> _Instructions to follow_
Would you print out every entry exactly as given?

> _Recorded data_
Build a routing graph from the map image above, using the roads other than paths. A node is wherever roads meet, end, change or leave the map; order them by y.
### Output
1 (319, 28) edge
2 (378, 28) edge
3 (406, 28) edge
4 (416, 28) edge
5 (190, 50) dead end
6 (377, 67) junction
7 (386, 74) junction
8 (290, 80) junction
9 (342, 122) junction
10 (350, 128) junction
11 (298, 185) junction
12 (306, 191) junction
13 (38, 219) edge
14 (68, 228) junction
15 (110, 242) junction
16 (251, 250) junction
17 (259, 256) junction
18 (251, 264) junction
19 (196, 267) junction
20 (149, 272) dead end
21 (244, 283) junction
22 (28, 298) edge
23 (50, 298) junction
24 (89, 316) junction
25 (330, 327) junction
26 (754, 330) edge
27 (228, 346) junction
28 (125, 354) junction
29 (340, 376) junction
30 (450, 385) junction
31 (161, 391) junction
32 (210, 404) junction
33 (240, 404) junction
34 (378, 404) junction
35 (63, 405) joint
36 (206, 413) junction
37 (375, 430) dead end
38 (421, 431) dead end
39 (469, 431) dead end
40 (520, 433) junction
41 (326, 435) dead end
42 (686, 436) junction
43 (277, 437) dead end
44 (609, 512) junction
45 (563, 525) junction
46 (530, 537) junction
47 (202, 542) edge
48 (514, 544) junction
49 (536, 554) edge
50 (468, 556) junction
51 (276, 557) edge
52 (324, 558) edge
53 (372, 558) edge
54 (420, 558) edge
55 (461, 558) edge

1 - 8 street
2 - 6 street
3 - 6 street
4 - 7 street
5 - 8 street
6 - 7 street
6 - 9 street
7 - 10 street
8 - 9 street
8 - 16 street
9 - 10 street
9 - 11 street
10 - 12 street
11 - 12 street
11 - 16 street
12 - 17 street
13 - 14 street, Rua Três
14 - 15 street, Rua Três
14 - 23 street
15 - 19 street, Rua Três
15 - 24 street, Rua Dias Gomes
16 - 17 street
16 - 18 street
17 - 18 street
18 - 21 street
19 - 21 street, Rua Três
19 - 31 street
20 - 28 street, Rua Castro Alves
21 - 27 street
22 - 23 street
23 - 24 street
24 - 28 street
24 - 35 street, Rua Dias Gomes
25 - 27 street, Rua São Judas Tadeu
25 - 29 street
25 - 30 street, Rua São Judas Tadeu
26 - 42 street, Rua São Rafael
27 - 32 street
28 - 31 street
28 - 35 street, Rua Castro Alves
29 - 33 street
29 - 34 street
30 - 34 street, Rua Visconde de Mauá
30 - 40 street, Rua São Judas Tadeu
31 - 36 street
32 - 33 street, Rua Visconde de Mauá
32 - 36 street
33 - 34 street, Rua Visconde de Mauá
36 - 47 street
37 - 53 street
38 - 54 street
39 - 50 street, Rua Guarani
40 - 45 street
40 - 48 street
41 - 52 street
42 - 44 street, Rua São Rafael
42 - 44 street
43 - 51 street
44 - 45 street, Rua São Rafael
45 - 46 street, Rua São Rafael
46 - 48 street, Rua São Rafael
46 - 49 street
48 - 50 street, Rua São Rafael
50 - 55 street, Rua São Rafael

> _Result for this task_
Build a routing graph from the map image above, using the roads other than paths. A node is wherever roads meet, end, change or leave the map; order them by y.
### Output
1 (319, 28) edge
2 (378, 28) edge
3 (406, 28) edge
4 (416, 28) edge
5 (190, 50) dead end
6 (377, 67) junction
7 (386, 74) junction
8 (290, 80) junction
9 (342, 122) junction
10 (350, 128) junction
11 (298, 185) junction
12 (306, 191) junction
13 (38, 219) edge
14 (68, 228) junction
15 (110, 242) junction
16 (251, 250) junction
17 (259, 256) junction
18 (251, 264) junction
19 (196, 267) junction
20 (149, 272) dead end
21 (244, 283) junction
22 (28, 298) edge
23 (50, 298) junction
24 (89, 316) junction
25 (330, 327) junction
26 (754, 330) edge
27 (228, 346) junction
28 (125, 354) junction
29 (340, 376) junction
30 (450, 385) junction
31 (161, 391) junction
32 (210, 404) junction
33 (240, 404) junction
34 (378, 404) junction
35 (63, 405) joint
36 (206, 413) junction
37 (375, 430) dead end
38 (421, 431) dead end
39 (469, 431) dead end
40 (520, 433) junction
41 (326, 435) dead end
42 (686, 436) junction
43 (277, 437) dead end
44 (609, 512) junction
45 (563, 525) junction
46 (530, 537) junction
47 (202, 542) edge
48 (514, 544) junction
49 (536, 554) edge
50 (468, 556) junction
51 (276, 557) edge
52 (324, 558) edge
53 (372, 558) edge
54 (420, 558) edge
55 (461, 558) edge

1 - 8 street
2 - 6 street
3 - 6 street
4 - 7 street
5 - 8 street
6 - 7 street
6 - 9 street
7 - 10 street
8 - 9 street
8 - 16 street
9 - 10 street
9 - 11 street
10 - 12 street
11 - 12 street
11 - 16 street
12 - 17 street
13 - 14 street, Rua Três
14 - 15 street, Rua Três
14 - 23 street
15 - 19 street, Rua Três
15 - 24 street, Rua Dias Gomes
16 - 17 street
16 - 18 street
17 - 18 street
18 - 21 street
19 - 21 street, Rua Três
19 - 31 street
20 - 28 street, Rua Castro Alves
21 - 27 street
22 - 23 street
23 - 24 street
24 - 28 street
24 - 35 street, Rua Dias Gomes
25 - 27 street, Rua São Judas Tadeu
25 - 29 street
25 - 30 street, Rua São Judas Tadeu
26 - 42 street, Rua São Rafael
27 - 32 street
28 - 31 street
28 - 35 street, Rua Castro Alves
29 - 33 street
29 - 34 street
30 - 34 street, Rua Visconde de Mauá
30 - 40 street, Rua São Judas Tadeu
31 - 36 street
32 - 33 street, Rua Visconde de Mauá
32 - 36 street
33 - 34 street, Rua Visconde de Mauá
36 - 47 street
37 - 53 street
38 - 54 street
39 - 50 street, Rua Guarani
40 - 45 street
40 - 48 street
41 - 52 street
42 - 44 street, Rua São Rafael
42 - 44 street
43 - 51 street
44 - 45 street, Rua São Rafael
45 - 46 street, Rua São Rafael
46 - 48 street, Rua São Rafael
46 - 49 street
48 - 50 street, Rua São Rafael
50 - 55 street, Rua São Rafael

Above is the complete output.